The demand for mental health services in this country has been rising quickly. The Mental Health Task Force Five Year Forward View, published in 2016, stated that one in four adults experience at least one diagnosable mental health problem in any given year and identified a growth in need that far outstripped available services. As a result of years of chronic underinvestment, the Forward View reported 75% of people with mental health problems were receiving no support and estimated the economic and social cost of poor mental health to be around £105 billion in England. It identified the need for an additional £1bn investment, and highlighted the importance of prevention and access to high quality care to support recovery.

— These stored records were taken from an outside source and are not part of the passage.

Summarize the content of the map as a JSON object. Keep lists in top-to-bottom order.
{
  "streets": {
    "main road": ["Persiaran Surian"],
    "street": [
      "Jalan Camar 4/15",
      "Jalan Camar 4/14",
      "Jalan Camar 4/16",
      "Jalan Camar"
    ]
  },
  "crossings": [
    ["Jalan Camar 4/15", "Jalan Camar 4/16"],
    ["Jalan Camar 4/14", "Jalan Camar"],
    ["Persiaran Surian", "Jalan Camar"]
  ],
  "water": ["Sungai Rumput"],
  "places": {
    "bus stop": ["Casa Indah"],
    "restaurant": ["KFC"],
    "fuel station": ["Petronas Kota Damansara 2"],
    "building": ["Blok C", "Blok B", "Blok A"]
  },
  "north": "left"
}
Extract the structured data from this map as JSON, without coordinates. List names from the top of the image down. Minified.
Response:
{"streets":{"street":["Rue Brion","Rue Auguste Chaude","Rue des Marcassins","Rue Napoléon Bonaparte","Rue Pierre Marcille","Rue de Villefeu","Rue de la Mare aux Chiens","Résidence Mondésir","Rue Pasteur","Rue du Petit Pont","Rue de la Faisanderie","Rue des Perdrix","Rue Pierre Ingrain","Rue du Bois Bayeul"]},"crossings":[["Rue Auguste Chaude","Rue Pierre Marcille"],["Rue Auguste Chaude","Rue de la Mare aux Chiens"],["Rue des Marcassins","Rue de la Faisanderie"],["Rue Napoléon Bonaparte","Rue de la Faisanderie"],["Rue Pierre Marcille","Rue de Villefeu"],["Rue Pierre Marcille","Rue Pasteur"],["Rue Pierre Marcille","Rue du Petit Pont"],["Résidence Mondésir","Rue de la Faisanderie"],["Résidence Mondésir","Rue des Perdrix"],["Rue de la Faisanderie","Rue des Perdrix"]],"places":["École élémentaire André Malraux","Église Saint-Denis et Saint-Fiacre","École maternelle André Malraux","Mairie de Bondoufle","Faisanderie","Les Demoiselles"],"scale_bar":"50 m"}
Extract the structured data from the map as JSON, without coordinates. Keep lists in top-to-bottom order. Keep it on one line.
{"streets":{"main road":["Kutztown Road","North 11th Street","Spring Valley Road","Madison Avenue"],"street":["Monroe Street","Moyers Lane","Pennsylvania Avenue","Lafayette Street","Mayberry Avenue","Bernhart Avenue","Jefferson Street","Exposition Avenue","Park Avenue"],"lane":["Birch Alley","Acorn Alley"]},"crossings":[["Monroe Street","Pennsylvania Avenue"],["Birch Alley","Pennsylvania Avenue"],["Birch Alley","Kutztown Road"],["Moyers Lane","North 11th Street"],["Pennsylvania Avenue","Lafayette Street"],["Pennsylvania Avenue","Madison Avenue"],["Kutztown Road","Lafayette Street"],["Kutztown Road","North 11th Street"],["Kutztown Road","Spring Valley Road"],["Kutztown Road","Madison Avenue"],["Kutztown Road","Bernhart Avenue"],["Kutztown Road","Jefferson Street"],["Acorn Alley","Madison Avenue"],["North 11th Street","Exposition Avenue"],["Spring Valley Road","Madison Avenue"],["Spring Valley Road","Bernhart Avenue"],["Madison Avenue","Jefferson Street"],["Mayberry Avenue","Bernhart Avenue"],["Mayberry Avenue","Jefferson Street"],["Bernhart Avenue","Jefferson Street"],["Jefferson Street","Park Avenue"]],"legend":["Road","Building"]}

Although important steps have been taken to address these issues, a number of recent surveys show that despite improvements in funding and provision, a high level of need remains unmet. The Care Quality Commission’s Community Mental Health Survey 2019 identifies areas for continuing improvement. 58% of respondents reported not seeing mental health services often enough to meet their needs, 43% had sufficient time to discuss their needs and treatment. Over half had insufficient information about accessing support from people experiencing similar mental health needs.
The NHS Annual Report 2018-19 reported 1.6 million referrals to talking therapies, an increase of 11.4% from the previous year. Of these, 1.09 million started treatment. The average length was 6.9 sessions and the majority included a mixture of guided self-help sessions and one to one contact. 582,556 completed their course and 52% of those referred to treatment moved to recovery.
These reports show although there are improvements to services, with some growth in the range and scale of therapies available, there remains a high level of unmet need and a lack of sustained support. Many people are still not accessing services quickly or at all and significant numbers struggle to recover.
Impact of Covid19
The current provision will be even more stretched by the impact of Covid19. The wave of mental health issues arising from lockdown measures and general anxiety induced by the pandemic and economic crisis will be significant. Telephone helplines run by organisations such as MIND and SANE are reporting a significant increase in demand from people with increased anxiety and depression.
The range of support services now offered by charities will be essential to improving peoples’ wellbeing. PeerTalk groups have a proven track record of responding to individuals’ needs to talk to others with similar experiences and to receive peer support and encouragement.
The importance of peer support and the therapeutic value of being listened to and understood has been reported in many studies. The Five Year Forward View identifies social interactions and positive relationships as crucial aspects of good mental health. Many respondents to the survey reported social isolation and a lack of community support, and a need for information and skills to manage their own mental health.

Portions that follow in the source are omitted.